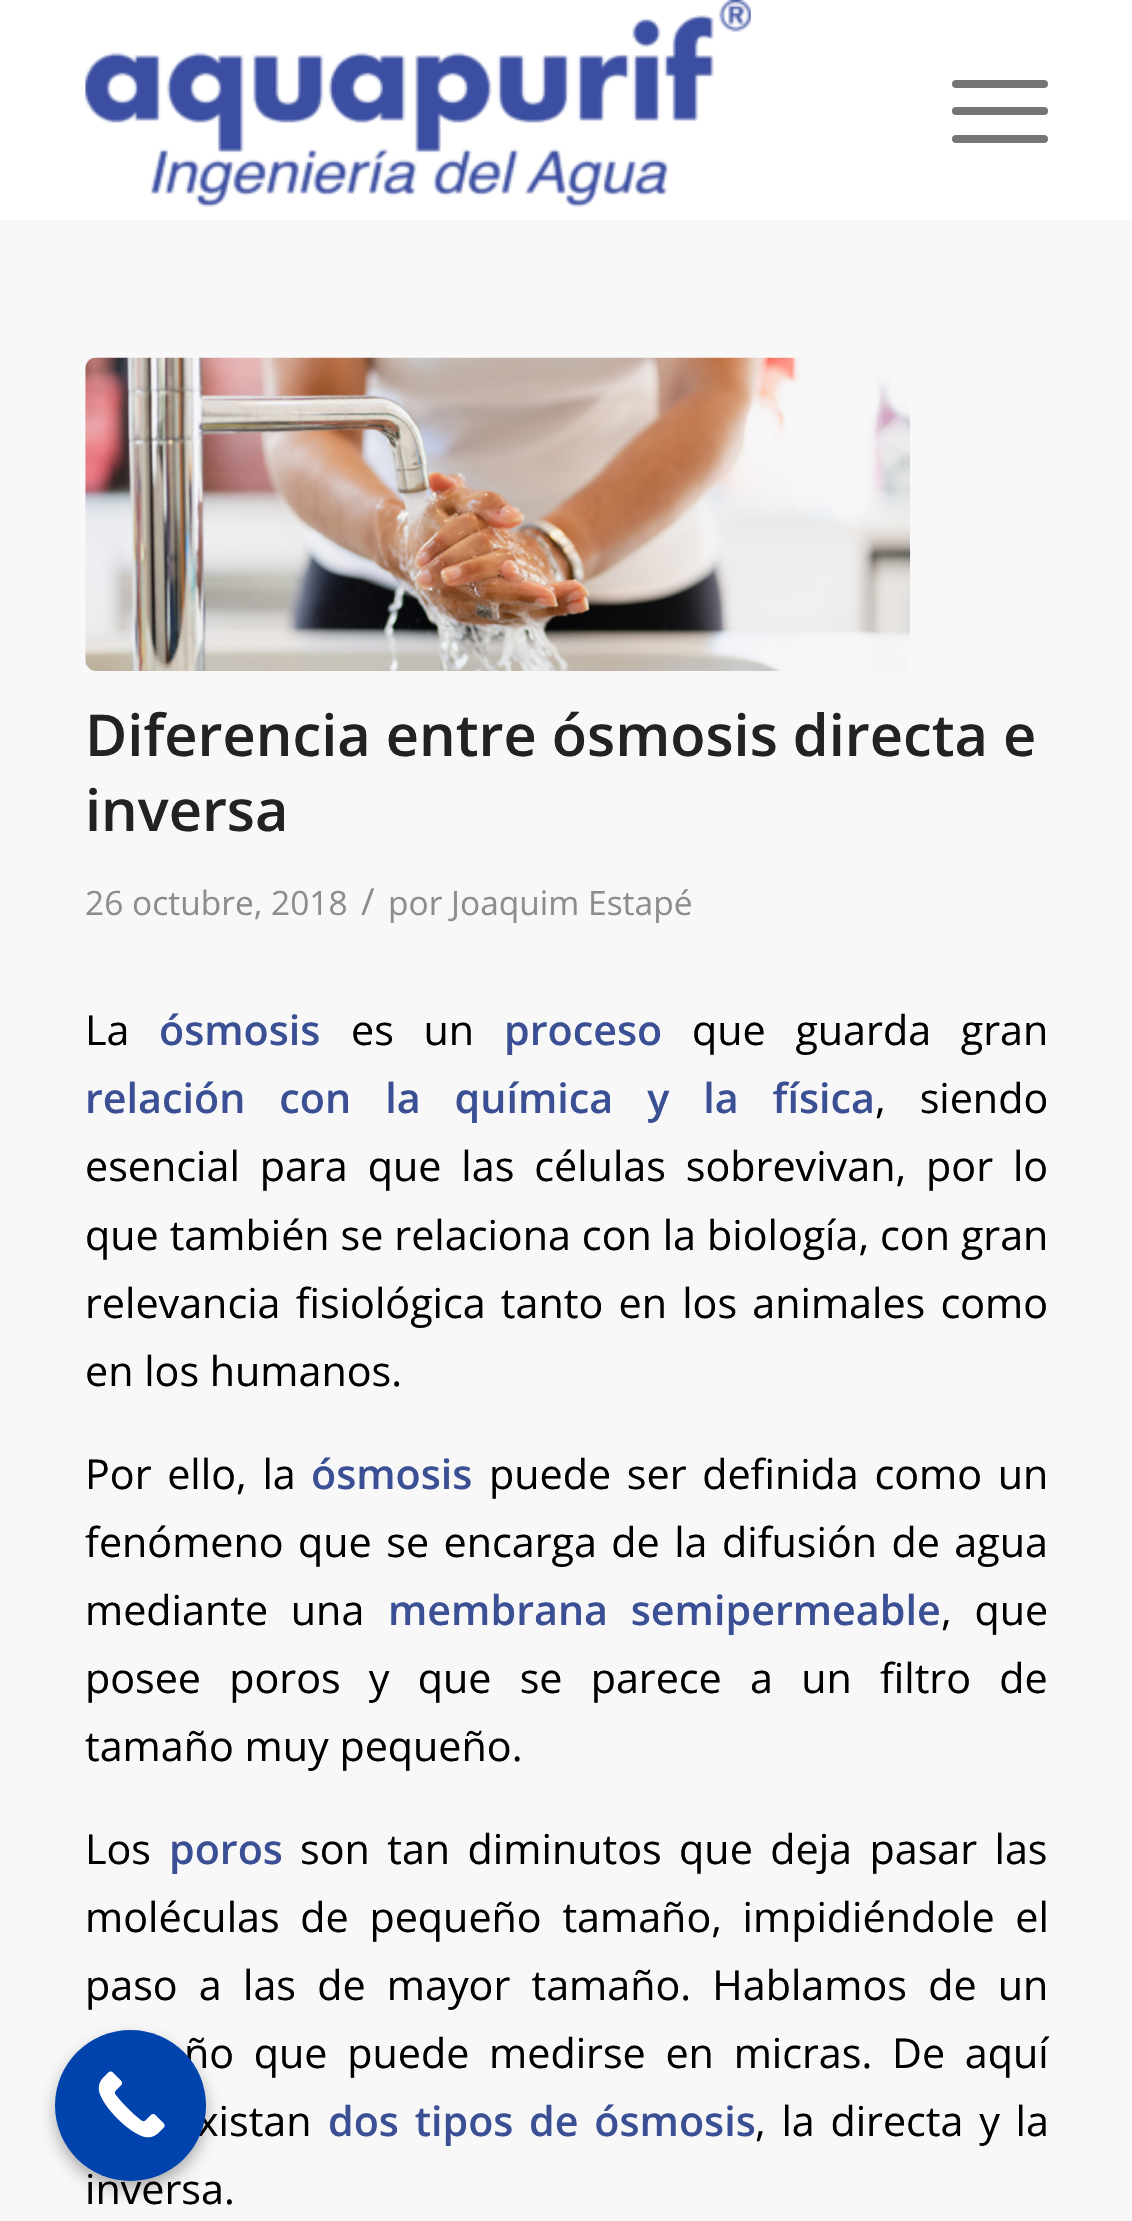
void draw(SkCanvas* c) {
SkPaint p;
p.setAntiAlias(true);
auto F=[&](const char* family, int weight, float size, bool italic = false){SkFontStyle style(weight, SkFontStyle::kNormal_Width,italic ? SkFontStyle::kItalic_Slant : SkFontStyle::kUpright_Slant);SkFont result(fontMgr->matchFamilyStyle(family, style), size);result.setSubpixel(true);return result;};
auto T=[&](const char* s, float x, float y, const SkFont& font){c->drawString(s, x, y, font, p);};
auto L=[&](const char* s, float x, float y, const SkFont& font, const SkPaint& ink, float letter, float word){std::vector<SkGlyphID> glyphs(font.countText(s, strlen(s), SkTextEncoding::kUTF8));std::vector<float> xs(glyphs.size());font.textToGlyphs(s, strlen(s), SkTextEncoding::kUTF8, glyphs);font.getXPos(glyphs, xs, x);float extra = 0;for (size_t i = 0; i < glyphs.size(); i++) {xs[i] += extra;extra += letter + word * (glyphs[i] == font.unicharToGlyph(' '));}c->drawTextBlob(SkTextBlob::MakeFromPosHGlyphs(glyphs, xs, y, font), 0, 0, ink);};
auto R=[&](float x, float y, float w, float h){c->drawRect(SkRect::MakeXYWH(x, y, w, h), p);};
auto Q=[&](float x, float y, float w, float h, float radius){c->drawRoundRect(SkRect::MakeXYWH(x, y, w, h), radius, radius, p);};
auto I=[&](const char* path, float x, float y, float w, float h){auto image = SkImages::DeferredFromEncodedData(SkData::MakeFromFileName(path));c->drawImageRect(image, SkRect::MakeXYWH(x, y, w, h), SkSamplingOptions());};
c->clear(0xfff8f8f8);
p.setColor(0xffffffff);
R(0,0,1132,220);
I("1.png",85,0,666,208);
p.setColor(0xff757575);
Q(952,107,96,8,4);
Q(952,80,96,8,4);
Q(952,135,96,8,4);
I("2.png",85,357,826,314);
auto f1 = F("Open Sans",600,57.75);
p.setColor(0xff222222);
T("Diferencia entre ósmosis directa e",85,756,f1);
T("inversa",85,831,f1);
auto f2 = F("Open Sans",400,33.5);
p.setColor(0xff8d8d8d);
T("26 octubre, 2018",85,915,f2);
auto f3 = F("Open Sans",400,37);
T("/",361,915,f3);
T("por Joaquim Estapé",388,915,f2);
auto f4 = F("Open Sans",400,41.25);
p.setColor(0xff000000);
T("La",85,1045,f4);
auto f5 = F("Open Sans",600,41.25);
p.setColor(0xff3b5094);
T("ósmosis",159,1045,f5);
p.setColor(0xff000000);
L("es un",351,1045,f4,p,0,19);
p.setColor(0xff3b5094);
T("proceso",504,1045,f5);
p.setColor(0xff000000);
L("que guarda gran",692,1045,f4,p,0,19);
p.setColor(0xff3b5094);
L("relación con la química y la física",85,1113,f5,p,0,23.25);
p.setColor(0xff000000);
L(", siendo",875,1113,f4,p,0,23.25);
L("esencial para que las células sobrevivan, por lo",85,1181,f4,p,0,9.25);
L("que también se relaciona con la biología, con gran",85,1250,f4,p,0,.25);
L("relevancia fisiológica tanto en los animales como",85,1318,f4,p,0,4.5);
T("en los humanos.",85,1386,f4);
L("Por ello, la",85,1489,f4,p,0,5);
p.setColor(0xff3b5094);
T("ósmosis",311,1489,f5);
p.setColor(0xff000000);
L("puede ser definida como un",489,1489,f4,p,0,5);
L("fenómeno que se encarga de la difusión de agua",85,1557,f4,p,0,3.75);
L("mediante una",85,1625,f4,p,0,12);
p.setColor(0xff3b5094);
L("membrana semipermeable",388,1625,f5,p,0,12);
p.setColor(0xff000000);
L(", que",941,1625,f4,p,0,12);
L("posee poros y que se parece a un filtro de",85,1693,f4,p,0,17.5);
T("tamaño muy pequeño.",85,1761,f4);
T("Los",85,1864,f4);
p.setColor(0xff3b5094);
T("poros",169,1864,f5);
p.setColor(0xff000000);
L("son tan diminutos que deja pasar las",300,1864,f4,p,0,6.75);
L("moléculas de pequeño tamaño, impidiéndole el",85,1932,f4,p,0,10);
L("paso a las de mayor tamaño. Hablamos de un",85,2000,f4,p,0,10.5);
L("ño que puede medirse en micras. De aquí",184,2068,f4,p,0,9);
L("xistan",197,2136,f4,p,0,5);
p.setColor(0xff3b5094);
L("dos tipos de ósmosis",328,2136,f5,p,0,5);
p.setColor(0xff000000);
L(", la directa y la",755,2136,f4,p,0,5);
T("inversa.",85,2204,f4);
p.setColor(0x4d000000);
p.setMaskFilter(SkMaskFilter::MakeBlur(kNormal_SkBlurStyle, 8));
c->drawRoundRect(SkRect::MakeXYWH(55,2038,151,151),75.5,75.5,p);
p.setMaskFilter(nullptr);
p.setColor(0xff0143ac);
c->drawCircle(130.5,2105.5,75.5,p);
I("3.png",98,2071,67,67);
}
======
_Activity_. All lines from the beginning of the material through the line that holds "auto T=[&](const char*", both included, should be returned exactly; please omit any pictures and add no other lines.

_Result of the task_.
void draw(SkCanvas* c) {
SkPaint p;
p.setAntiAlias(true);
auto F=[&](const char* family, int weight, float size, bool italic = false){SkFontStyle style(weight, SkFontStyle::kNormal_Width,italic ? SkFontStyle::kItalic_Slant : SkFontStyle::kUpright_Slant);SkFont result(fontMgr->matchFamilyStyle(family, style), size);result.setSubpixel(true);return result;};
auto T=[&](const char* s, float x, float y, const SkFont& font){c->drawString(s, x, y, font, p);};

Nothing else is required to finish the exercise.